Combinational therapy
Although durable monotherapy responses are being constantly reported for several different immunotherapeutic agents in a broad range of metastatic human cancers, the response rates are still low. Curing cancer is an extremely challenging task. Tumors are highly heterogeneous, including interpatients, intertumors, intratumor and intercellular heterogeneity (24). This cellular and molecular heterogeneity is difficult to overcome with single target. Furthermore, cancer has developed multiple mechanisms to escape host immune surveillance, such as immune checkpoints, central tolerance, and the immunosuppressive tumor microenvironment. Therefore, multimodal immunotherapy as well as combinational therapy to simultaneously overcome intrinsic and extrinsic tumor immune tolerance seems to be necessary to achieve optimal clinical benefits.
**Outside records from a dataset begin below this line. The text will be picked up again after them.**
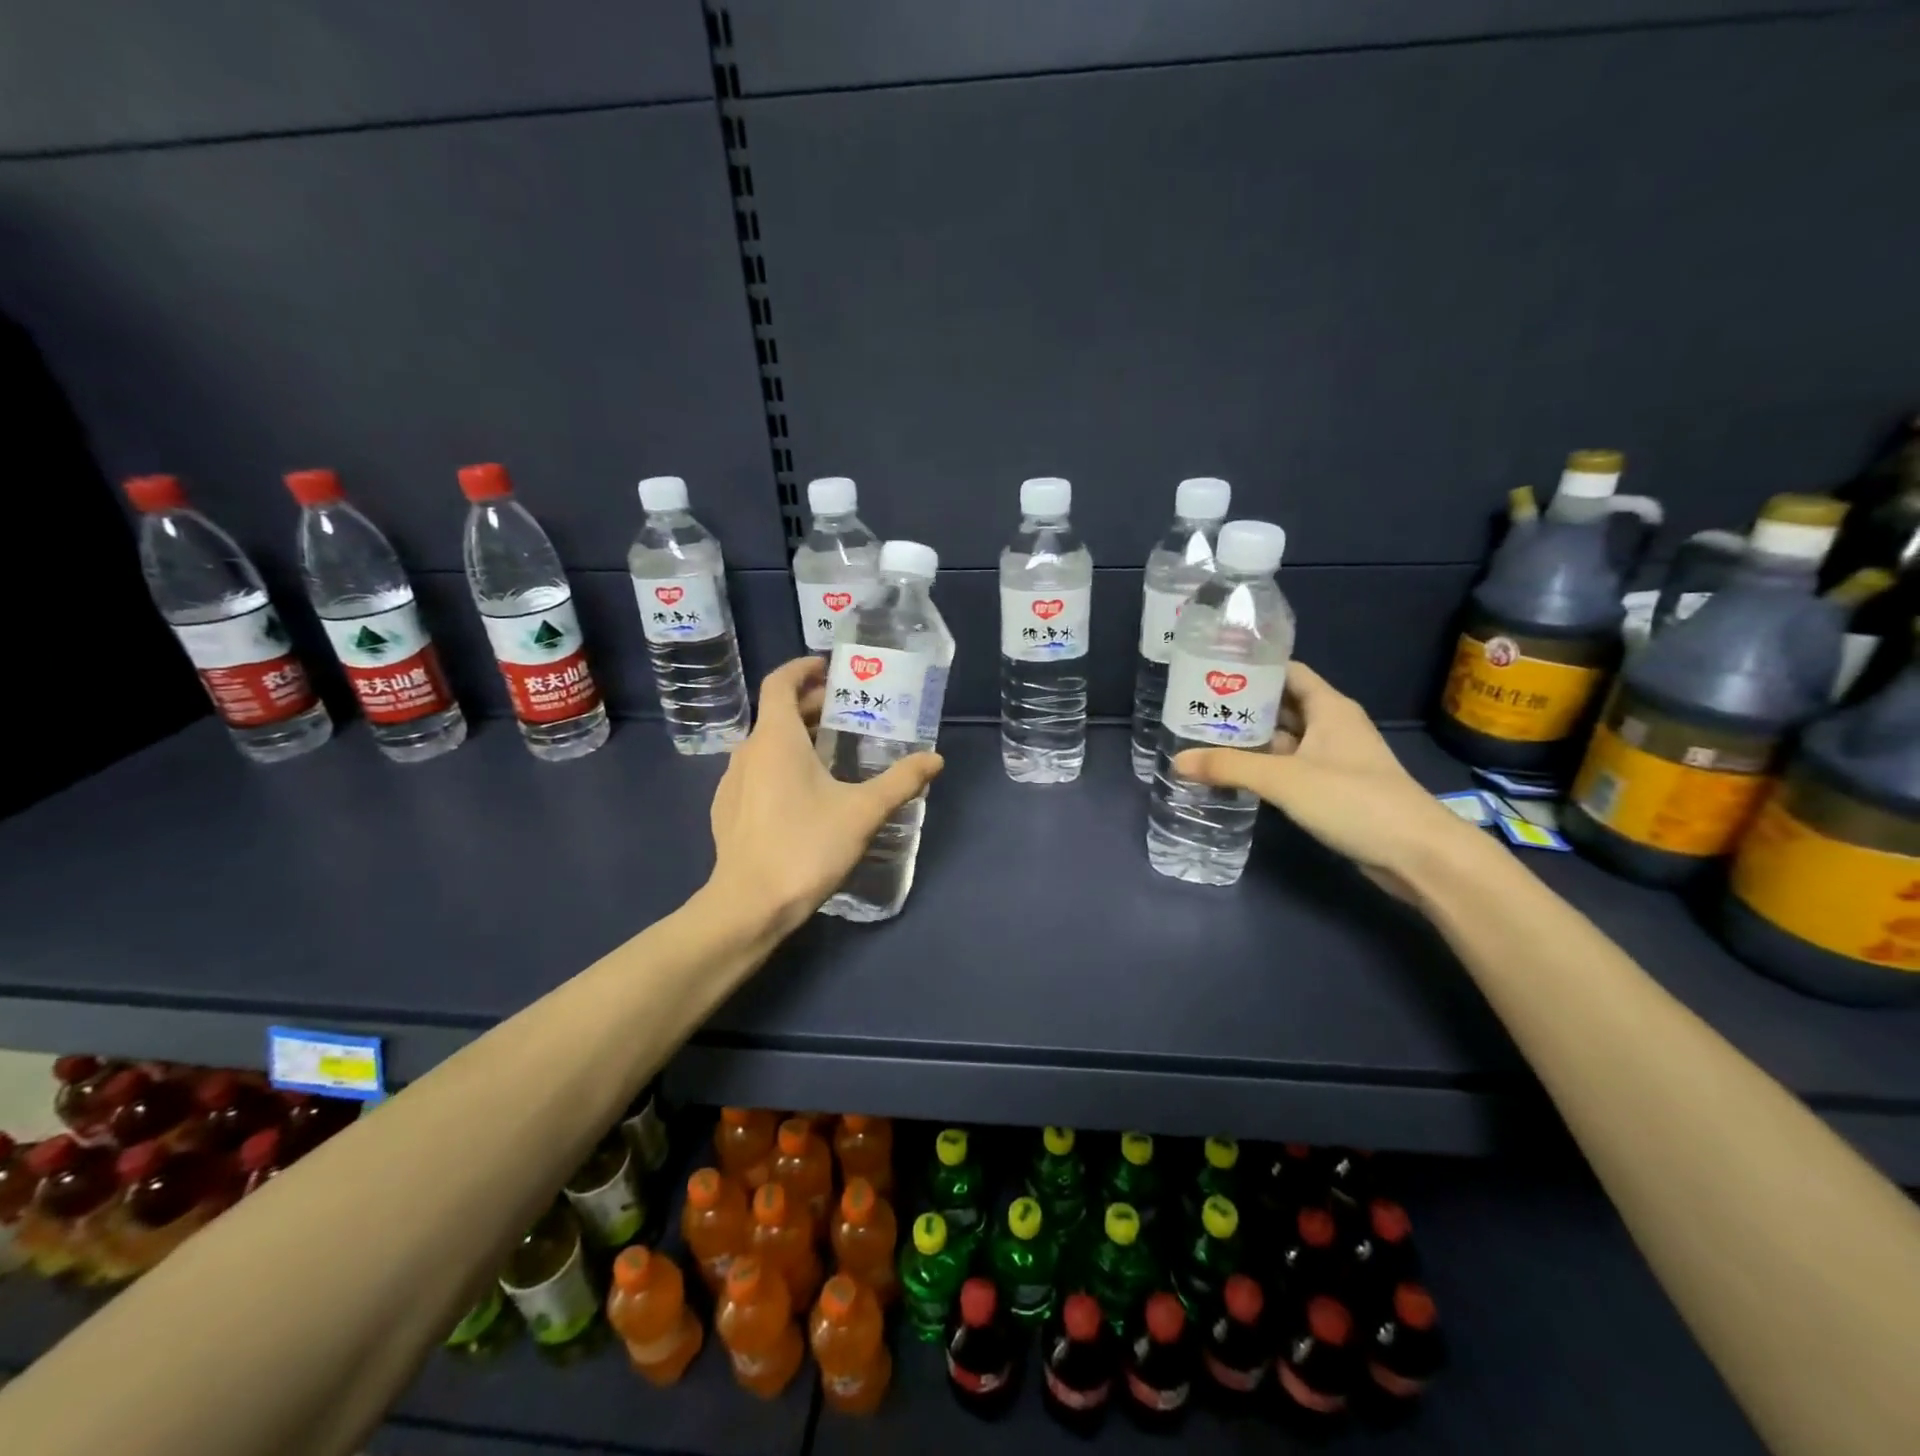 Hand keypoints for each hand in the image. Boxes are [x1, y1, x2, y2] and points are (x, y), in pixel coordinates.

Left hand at [706, 657, 943, 936]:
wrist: (749, 905)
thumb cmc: (806, 846)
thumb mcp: (863, 812)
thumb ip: (901, 781)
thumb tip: (935, 759)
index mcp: (775, 738)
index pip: (780, 682)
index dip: (802, 668)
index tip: (829, 668)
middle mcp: (748, 751)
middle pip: (776, 713)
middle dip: (810, 705)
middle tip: (846, 711)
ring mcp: (732, 782)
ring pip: (766, 744)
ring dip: (796, 737)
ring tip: (832, 751)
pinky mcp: (728, 811)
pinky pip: (757, 772)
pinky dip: (781, 765)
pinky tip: (805, 793)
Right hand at [1172, 661, 1473, 896]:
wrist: (1417, 853)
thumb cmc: (1354, 799)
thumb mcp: (1284, 779)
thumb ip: (1229, 767)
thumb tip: (1177, 761)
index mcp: (1329, 708)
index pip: (1288, 672)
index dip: (1254, 667)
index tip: (1213, 670)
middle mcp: (1333, 727)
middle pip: (1282, 706)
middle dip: (1243, 707)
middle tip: (1197, 708)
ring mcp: (1335, 759)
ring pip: (1286, 740)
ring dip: (1252, 740)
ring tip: (1205, 739)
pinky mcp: (1334, 789)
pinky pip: (1291, 768)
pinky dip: (1265, 768)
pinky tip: (1235, 775) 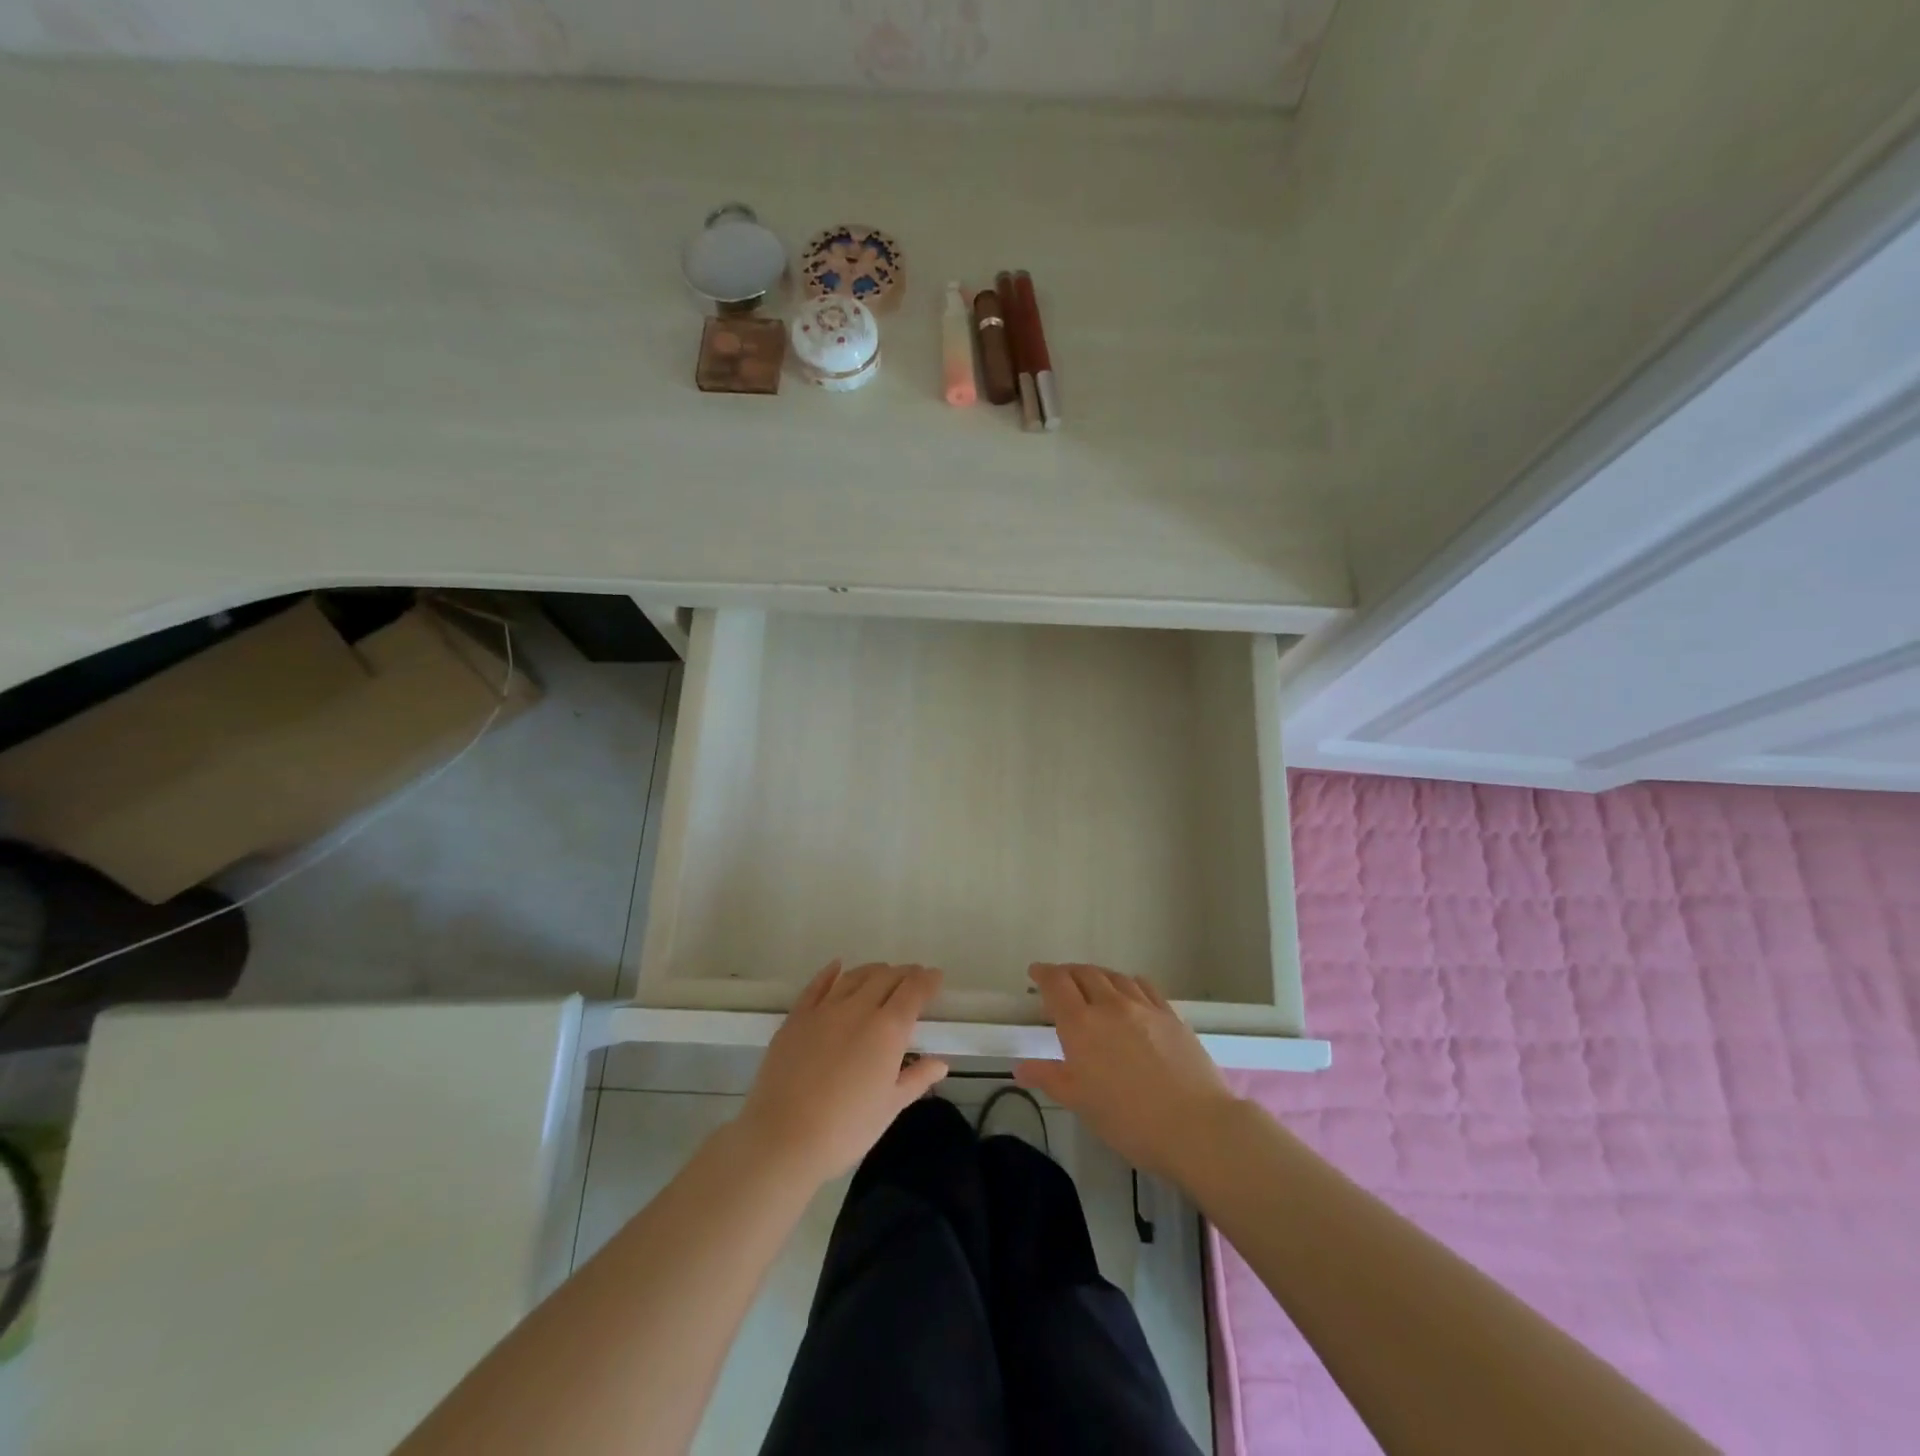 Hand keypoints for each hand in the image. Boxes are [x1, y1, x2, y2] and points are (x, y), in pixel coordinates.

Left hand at [738, 962, 948, 1184]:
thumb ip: (917, 1078)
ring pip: (854, 977)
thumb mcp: (890, 1107)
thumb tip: (941, 1063)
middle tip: (913, 976)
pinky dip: (830, 972)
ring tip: (883, 971)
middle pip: (886, 978)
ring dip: (873, 970)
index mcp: (888, 1030)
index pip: (913, 992)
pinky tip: (837, 966)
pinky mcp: (796, 1018)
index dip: (927, 980)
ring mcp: (824, 1010)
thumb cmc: (846, 1129)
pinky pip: (817, 986)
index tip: (936, 976)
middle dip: (904, 973)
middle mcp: (858, 1009)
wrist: (783, 1138)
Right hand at [1015, 963, 1238, 1180]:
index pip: (1056, 984)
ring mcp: (1143, 1006)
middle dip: (1067, 973)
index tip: (1035, 972)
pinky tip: (1129, 991)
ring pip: (1114, 976)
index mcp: (1081, 1024)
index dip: (1043, 974)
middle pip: (1084, 973)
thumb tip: (1021, 1068)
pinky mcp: (1170, 1014)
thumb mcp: (1081, 1103)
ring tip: (1091, 984)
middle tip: (1059, 981)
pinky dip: (1127, 982)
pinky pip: (1143, 986)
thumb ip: (1051, 1078)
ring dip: (1096, 975)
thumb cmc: (1128, 1120)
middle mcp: (1109, 1005)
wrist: (1195, 1126)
The combination of anti-CTLA4 and anti-PD-1 increase the response rate and improve anti-cancer efficacy, compared to monotherapies (25). The combination of vaccine therapy and immune checkpoint blockers showed better tumor growth inhibition. Many different combinational cancer immunotherapies are being tested in various cancer models (26,27).
Concluding remarks
Active cancer immunotherapy is in the limelight of cancer treatments. Its long-term survival benefit with curative potential is attracting more and more attentions from oncologists, patients, cancer researchers and pharmaceutical companies. However, the overall response rate remains low. To fully realize the potential of cancer immunotherapies in the future will rely on the new insight into the key immune tolerant mechanisms, the identification of reliable immune biomarkers to stratify cancer patients and perform personalized immunotherapy, and the development of more effective and safer combinational regimens to maximize anticancer efficacy.
Acknowledgments
Funding: None.
Footnote
Conflicts of Interest: The author has completed the ICMJE uniform disclosure form (available at http://dx.doi.org/10.3978/j.issn.2218-676X.2014.06.08). The author has no conflicts of interest to declare.
Ethical Statement: The author is accountable for all aspects of the work in ensuring that questions related to the accuracy or integrity of any part of the work are appropriately investigated and resolved.